EL | This is the first major injury you’ve had to deal with. What was the toughest part of the process early on?
RR I’ve been playing basketball since I was 4 years old, and all of a sudden I can’t play. I can’t move. And it was not only playing basketball, it was walking and doing things for myself. Then, at a certain point I was feeling like I could do more things than they allowed me to do, and I was like, “I can’t even start walking?” And they said, “Maybe in two more weeks would be better for you.” And that was hard, but they were just being careful. And my goal was to get back on the court healthy, and I knew that if I was pushing too much, I might not be able to play basketball again. So I took it seriously. I had to focus. And I had to trust my trainers — to know that they’re doing what’s best for me.
EL | Who did you lean on when things were tough? What did your support system look like?
RR | [With the team] it’s between the doctors, the trainers and the physical therapists. They all work together and put their thoughts together to get the best results. That’s important: that everyone talks to one another. And then it just depends on what you feel. For example, I just hurt my back so I’ve been working on my core for three or four days with the athletic trainer. Just the core; forget about the knee, because it’s my back that hurts now.
Away from basketball, I have a couple of friends who came to visit. My mom was here. They helped me to not think about the knee. We played table games, different card games and PlayStation, or we just went out. I was trying to do the same things I was doing when I was healthy. I knew I couldn’t walk without crutches, but I was playing with my friends, and when we went out they would carry me in a wheelchair. So it was like, find the positive thing in the bad thing.

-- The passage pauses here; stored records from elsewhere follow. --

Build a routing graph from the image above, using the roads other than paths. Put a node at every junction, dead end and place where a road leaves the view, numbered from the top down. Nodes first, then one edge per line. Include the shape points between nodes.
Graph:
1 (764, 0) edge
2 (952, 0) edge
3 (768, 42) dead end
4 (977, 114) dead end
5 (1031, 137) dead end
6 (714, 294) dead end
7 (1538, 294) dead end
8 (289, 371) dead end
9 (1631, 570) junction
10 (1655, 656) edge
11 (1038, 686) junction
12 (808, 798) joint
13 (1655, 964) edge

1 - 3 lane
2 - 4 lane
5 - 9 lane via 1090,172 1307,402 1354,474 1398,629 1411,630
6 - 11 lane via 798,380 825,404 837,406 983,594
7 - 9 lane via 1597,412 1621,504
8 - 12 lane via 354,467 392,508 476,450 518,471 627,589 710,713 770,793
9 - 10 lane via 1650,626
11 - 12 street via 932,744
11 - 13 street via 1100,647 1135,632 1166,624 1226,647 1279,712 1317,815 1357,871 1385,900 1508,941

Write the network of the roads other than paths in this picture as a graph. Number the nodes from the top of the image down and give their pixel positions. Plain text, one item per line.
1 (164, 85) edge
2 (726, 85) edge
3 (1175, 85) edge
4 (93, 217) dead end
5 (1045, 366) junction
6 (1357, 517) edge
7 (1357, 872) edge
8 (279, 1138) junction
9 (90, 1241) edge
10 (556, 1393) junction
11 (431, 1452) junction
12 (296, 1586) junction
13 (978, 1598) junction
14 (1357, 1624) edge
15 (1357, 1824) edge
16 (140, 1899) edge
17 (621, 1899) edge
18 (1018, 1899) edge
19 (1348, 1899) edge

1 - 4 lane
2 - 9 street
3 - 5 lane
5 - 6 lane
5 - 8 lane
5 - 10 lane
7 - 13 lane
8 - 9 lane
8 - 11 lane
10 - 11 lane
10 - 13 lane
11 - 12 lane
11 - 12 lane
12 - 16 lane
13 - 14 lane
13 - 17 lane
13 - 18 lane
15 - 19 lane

So many people were there to help me, and I’m never going to forget that. All I can say is thank you. They kept me up, and that was awesome.
EL | Were you able to talk with other players who have had similar injuries? Did they have any advice for you?
RR | Yeah, I talked with a lot of them, and all of them told me the same thing: “Be patient.” It’s something that if you rush — and some of them rushed it — you get hurt again. They told me that if you really take care and work hard, you can play for a long time.
EL | Now that you’ve been through this, what advice would you have for someone who gets injured?
RR | First of all, if it’s something serious, you have to treat it like something serious. Because if you don’t pay attention, if you don’t work hard on your rehab, it’s something you’ll regret the rest of your life. At the same time, you have to find a way to make it fun. I mean I know it’s not fun to get hurt, but you have to turn things into a positive. You can set new goals to reach, and when you reach them, celebrate.
Of course, anyone with a serious injury who tells you that you won’t get down, I think he lies. At some point you’re going to get down. That’s why it’s hard, because it’s something really painful, not only physically, but also mentally. But in those moments, you’re going to grow up. There’s ups and downs. It’s something that you have to take step by step. Don’t rush it. Take it slow and easy.
EL | What are your goals for the rest of the season?
RR | My dad always said that the day you think you know enough, it’s the day you’re going to stop learning. So I always try to improve. I always try to do things better than I did the day before.
As a team, I think we have a chance to make the playoffs. So that’s what’s most important: to help the team reach a goal they haven’t reached in Minnesota for a long time.